Look below for lines that hold the string "Ramírez" and copy each one.

■ ■ ■ ■ ■

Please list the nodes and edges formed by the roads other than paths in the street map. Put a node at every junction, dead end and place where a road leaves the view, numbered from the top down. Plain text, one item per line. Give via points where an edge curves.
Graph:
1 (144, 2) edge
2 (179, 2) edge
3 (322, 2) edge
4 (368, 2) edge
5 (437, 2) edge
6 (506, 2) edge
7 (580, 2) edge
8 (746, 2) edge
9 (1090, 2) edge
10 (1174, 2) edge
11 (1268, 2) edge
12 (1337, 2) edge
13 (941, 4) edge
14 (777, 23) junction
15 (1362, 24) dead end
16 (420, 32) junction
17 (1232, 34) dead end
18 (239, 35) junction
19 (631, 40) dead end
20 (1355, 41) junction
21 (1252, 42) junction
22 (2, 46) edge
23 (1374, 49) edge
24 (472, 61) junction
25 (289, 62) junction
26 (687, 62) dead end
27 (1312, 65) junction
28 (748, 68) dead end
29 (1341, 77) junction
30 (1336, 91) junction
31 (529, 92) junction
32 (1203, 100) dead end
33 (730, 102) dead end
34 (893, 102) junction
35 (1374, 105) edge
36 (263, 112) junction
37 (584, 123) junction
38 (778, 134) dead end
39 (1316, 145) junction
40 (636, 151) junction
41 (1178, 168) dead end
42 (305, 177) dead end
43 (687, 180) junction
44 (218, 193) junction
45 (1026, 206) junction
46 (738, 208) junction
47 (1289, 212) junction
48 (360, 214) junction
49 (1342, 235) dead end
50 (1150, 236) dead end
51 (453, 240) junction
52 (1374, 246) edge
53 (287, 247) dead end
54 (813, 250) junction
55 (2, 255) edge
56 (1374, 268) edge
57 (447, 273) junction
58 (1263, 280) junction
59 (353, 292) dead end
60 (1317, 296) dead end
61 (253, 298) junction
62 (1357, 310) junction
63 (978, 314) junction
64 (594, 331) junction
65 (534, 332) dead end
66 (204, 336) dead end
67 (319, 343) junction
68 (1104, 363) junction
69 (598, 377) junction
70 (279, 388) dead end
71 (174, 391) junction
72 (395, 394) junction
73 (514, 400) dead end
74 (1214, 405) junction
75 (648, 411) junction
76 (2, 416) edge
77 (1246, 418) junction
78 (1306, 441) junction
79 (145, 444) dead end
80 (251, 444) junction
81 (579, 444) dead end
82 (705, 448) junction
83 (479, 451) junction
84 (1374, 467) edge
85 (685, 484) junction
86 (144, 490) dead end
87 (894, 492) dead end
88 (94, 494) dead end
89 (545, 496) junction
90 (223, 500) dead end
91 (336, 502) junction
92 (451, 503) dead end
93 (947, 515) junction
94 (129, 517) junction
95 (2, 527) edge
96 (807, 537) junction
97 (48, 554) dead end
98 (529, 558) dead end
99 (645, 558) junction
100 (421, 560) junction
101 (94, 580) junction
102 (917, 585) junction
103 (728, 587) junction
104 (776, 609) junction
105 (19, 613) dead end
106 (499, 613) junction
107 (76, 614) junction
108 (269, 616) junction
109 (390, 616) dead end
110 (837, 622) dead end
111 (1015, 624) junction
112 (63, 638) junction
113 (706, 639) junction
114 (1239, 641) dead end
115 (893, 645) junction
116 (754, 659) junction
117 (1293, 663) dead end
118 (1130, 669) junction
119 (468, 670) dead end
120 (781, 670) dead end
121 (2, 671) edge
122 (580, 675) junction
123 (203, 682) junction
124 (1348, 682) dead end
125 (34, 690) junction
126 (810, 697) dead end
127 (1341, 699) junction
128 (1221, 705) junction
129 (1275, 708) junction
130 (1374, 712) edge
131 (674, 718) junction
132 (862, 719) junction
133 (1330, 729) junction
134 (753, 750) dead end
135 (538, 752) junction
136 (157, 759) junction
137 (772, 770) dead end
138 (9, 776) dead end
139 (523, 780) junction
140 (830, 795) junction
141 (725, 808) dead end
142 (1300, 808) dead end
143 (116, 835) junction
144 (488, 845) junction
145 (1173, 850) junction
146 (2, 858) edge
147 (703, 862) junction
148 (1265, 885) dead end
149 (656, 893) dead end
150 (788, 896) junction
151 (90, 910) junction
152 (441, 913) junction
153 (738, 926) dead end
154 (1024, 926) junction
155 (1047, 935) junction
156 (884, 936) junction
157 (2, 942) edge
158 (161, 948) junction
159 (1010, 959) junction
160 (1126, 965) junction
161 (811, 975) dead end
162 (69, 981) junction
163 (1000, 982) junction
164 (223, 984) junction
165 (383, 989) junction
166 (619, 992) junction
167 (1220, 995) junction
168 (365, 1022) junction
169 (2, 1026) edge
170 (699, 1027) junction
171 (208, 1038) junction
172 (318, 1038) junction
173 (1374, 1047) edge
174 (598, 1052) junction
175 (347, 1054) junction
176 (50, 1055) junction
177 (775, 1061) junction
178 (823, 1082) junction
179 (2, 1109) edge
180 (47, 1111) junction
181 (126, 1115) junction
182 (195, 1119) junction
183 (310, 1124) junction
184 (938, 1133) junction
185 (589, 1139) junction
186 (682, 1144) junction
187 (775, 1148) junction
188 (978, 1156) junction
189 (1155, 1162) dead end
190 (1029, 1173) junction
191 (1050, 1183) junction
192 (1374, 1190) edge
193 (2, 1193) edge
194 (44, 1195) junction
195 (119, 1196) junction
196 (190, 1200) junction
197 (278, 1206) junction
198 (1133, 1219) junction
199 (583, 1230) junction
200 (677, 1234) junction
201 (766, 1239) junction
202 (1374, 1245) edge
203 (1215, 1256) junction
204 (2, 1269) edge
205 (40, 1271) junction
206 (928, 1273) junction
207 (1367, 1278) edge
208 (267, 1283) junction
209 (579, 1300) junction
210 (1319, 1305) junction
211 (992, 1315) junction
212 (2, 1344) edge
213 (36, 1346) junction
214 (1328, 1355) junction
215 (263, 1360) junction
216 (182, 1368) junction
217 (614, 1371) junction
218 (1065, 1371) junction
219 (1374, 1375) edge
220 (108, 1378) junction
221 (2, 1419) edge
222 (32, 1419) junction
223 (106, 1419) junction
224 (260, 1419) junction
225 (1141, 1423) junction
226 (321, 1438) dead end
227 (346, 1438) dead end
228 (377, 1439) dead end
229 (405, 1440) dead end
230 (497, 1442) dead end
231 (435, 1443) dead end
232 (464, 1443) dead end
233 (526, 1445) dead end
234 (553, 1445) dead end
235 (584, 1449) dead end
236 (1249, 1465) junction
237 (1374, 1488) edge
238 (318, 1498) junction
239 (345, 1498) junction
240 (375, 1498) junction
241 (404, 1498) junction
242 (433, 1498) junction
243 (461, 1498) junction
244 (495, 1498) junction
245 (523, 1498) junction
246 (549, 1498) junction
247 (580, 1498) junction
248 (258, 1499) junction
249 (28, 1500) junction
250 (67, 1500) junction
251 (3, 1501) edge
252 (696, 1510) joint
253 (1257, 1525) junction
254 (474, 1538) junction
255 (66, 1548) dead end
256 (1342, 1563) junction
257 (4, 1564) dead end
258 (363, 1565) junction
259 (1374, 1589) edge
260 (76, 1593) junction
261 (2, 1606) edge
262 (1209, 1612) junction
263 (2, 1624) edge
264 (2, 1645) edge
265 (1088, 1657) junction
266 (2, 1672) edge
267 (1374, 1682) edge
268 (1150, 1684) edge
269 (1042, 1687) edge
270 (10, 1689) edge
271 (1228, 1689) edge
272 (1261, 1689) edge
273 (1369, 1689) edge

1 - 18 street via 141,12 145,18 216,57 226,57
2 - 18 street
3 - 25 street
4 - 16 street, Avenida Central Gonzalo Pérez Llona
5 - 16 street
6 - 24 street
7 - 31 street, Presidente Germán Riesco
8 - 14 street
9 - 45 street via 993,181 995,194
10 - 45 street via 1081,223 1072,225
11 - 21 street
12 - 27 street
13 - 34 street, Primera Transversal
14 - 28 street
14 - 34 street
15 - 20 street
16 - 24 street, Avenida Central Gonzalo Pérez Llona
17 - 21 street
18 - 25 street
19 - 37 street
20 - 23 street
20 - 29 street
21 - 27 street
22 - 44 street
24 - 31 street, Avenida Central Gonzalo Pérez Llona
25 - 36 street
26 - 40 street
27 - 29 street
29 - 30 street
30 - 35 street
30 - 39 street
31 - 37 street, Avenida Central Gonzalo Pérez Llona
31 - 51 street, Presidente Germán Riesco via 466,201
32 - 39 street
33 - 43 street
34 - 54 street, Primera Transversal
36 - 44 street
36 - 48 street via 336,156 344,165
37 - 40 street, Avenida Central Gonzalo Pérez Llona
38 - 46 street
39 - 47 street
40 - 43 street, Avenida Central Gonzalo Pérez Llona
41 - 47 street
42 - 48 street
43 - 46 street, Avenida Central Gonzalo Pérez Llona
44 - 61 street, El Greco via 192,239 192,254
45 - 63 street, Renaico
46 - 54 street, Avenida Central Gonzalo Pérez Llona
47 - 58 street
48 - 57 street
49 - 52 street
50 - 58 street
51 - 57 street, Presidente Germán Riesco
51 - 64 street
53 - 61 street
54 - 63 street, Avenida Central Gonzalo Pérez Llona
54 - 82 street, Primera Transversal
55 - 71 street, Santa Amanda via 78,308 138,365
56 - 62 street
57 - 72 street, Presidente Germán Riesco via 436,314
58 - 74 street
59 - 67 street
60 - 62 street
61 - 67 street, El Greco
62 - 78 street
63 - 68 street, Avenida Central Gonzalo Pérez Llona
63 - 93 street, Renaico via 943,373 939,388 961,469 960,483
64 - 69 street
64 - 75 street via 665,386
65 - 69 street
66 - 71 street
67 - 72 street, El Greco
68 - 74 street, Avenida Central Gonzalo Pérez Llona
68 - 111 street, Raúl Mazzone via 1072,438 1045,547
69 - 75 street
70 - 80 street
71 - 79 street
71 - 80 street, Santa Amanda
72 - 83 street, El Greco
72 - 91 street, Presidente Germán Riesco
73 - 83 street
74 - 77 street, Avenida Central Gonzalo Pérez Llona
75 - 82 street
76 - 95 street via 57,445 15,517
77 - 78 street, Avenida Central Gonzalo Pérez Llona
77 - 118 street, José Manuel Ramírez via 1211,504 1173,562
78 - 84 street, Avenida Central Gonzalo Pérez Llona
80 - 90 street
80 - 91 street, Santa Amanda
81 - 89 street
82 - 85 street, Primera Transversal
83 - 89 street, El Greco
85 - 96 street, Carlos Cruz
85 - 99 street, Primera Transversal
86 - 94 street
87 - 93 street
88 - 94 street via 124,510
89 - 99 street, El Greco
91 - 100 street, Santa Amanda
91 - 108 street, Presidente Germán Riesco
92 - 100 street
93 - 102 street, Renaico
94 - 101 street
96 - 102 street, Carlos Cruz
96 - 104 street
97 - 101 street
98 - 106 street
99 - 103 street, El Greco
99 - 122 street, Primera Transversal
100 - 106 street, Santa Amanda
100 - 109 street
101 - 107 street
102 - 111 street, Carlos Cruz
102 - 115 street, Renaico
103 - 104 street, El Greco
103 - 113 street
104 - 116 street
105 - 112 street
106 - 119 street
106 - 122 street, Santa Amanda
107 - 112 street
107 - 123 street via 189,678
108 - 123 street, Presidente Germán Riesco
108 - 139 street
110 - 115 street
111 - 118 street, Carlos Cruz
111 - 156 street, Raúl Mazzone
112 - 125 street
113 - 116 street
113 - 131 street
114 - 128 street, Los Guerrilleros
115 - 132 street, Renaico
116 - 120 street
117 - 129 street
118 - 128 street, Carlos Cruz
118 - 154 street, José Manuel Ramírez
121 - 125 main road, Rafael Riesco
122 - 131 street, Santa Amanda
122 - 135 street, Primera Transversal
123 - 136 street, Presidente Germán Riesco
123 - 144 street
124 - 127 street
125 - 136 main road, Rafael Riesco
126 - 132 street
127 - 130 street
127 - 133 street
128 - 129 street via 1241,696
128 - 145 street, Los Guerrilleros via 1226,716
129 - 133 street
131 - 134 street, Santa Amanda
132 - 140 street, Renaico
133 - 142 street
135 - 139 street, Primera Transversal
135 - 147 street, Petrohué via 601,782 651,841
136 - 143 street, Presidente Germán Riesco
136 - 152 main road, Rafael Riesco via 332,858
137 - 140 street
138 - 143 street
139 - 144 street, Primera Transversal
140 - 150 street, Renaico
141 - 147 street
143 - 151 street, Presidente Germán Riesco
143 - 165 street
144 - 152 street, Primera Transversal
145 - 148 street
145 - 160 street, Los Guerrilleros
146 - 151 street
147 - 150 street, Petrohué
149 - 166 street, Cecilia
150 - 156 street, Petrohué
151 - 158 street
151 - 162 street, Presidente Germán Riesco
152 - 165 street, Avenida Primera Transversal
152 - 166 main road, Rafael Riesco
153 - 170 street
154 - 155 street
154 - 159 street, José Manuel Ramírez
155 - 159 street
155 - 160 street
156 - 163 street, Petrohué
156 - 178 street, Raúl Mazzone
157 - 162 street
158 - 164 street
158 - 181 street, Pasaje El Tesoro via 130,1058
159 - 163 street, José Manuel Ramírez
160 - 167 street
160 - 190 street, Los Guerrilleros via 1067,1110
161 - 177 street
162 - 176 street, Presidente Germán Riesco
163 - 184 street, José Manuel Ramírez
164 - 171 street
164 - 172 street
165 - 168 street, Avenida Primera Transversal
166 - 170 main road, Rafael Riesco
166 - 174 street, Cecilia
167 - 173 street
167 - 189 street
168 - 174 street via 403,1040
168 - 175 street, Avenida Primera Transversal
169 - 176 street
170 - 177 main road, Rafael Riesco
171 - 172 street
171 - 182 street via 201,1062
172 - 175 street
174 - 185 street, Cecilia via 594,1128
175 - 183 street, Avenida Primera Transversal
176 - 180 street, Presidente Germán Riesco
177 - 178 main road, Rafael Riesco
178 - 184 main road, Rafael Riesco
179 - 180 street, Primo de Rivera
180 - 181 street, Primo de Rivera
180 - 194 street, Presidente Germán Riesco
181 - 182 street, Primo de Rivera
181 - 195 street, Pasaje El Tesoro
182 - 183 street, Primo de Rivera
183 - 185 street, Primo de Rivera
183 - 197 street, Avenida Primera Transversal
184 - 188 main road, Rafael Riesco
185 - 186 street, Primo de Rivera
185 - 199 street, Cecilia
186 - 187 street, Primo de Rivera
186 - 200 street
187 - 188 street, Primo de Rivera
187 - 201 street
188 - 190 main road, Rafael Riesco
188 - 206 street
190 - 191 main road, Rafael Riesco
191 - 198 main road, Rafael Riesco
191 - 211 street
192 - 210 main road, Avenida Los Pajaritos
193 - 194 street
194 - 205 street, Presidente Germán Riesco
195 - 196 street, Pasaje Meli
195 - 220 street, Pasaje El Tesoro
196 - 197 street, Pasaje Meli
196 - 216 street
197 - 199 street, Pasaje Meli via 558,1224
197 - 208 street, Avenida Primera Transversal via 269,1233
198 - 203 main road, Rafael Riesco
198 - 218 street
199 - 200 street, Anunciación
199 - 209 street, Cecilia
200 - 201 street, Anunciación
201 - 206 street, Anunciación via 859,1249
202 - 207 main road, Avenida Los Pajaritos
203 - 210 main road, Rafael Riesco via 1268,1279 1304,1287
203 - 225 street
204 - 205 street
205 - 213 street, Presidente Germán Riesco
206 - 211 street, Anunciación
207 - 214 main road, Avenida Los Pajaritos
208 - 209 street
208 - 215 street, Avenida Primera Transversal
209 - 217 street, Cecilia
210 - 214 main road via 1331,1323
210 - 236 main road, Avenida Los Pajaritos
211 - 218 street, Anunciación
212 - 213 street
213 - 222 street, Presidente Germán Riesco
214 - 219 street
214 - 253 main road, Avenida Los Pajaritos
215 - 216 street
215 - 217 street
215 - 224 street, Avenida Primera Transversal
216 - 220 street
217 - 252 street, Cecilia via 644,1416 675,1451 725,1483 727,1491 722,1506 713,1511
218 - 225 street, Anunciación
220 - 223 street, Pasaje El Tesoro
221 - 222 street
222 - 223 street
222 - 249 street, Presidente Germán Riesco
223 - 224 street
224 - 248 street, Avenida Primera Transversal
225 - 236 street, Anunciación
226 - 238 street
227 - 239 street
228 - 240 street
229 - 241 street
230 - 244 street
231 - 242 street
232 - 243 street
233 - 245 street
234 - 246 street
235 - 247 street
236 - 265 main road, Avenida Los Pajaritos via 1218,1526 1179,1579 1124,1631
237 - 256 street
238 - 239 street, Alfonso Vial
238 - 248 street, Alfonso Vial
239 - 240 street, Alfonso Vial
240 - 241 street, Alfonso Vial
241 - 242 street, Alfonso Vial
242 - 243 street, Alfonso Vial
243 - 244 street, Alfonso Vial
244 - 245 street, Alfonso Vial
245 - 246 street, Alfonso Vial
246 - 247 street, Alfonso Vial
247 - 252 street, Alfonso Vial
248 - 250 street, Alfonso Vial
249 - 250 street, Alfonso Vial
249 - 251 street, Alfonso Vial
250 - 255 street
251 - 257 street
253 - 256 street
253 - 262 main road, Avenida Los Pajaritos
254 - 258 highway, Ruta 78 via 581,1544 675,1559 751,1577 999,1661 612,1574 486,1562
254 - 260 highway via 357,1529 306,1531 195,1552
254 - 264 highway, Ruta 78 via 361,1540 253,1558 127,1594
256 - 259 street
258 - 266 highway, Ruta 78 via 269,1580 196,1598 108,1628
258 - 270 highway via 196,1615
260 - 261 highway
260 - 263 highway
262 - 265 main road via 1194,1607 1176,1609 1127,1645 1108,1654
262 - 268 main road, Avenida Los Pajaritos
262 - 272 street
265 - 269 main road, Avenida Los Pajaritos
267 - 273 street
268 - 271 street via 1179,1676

■ ■ ■ ■ ■

Exercise answer:
77 - 118 street, José Manuel Ramírez via 1211,504 1173,562
118 - 154 street, José Manuel Ramírez
154 - 159 street, José Manuel Ramírez
159 - 163 street, José Manuel Ramírez
163 - 184 street, José Manuel Ramírez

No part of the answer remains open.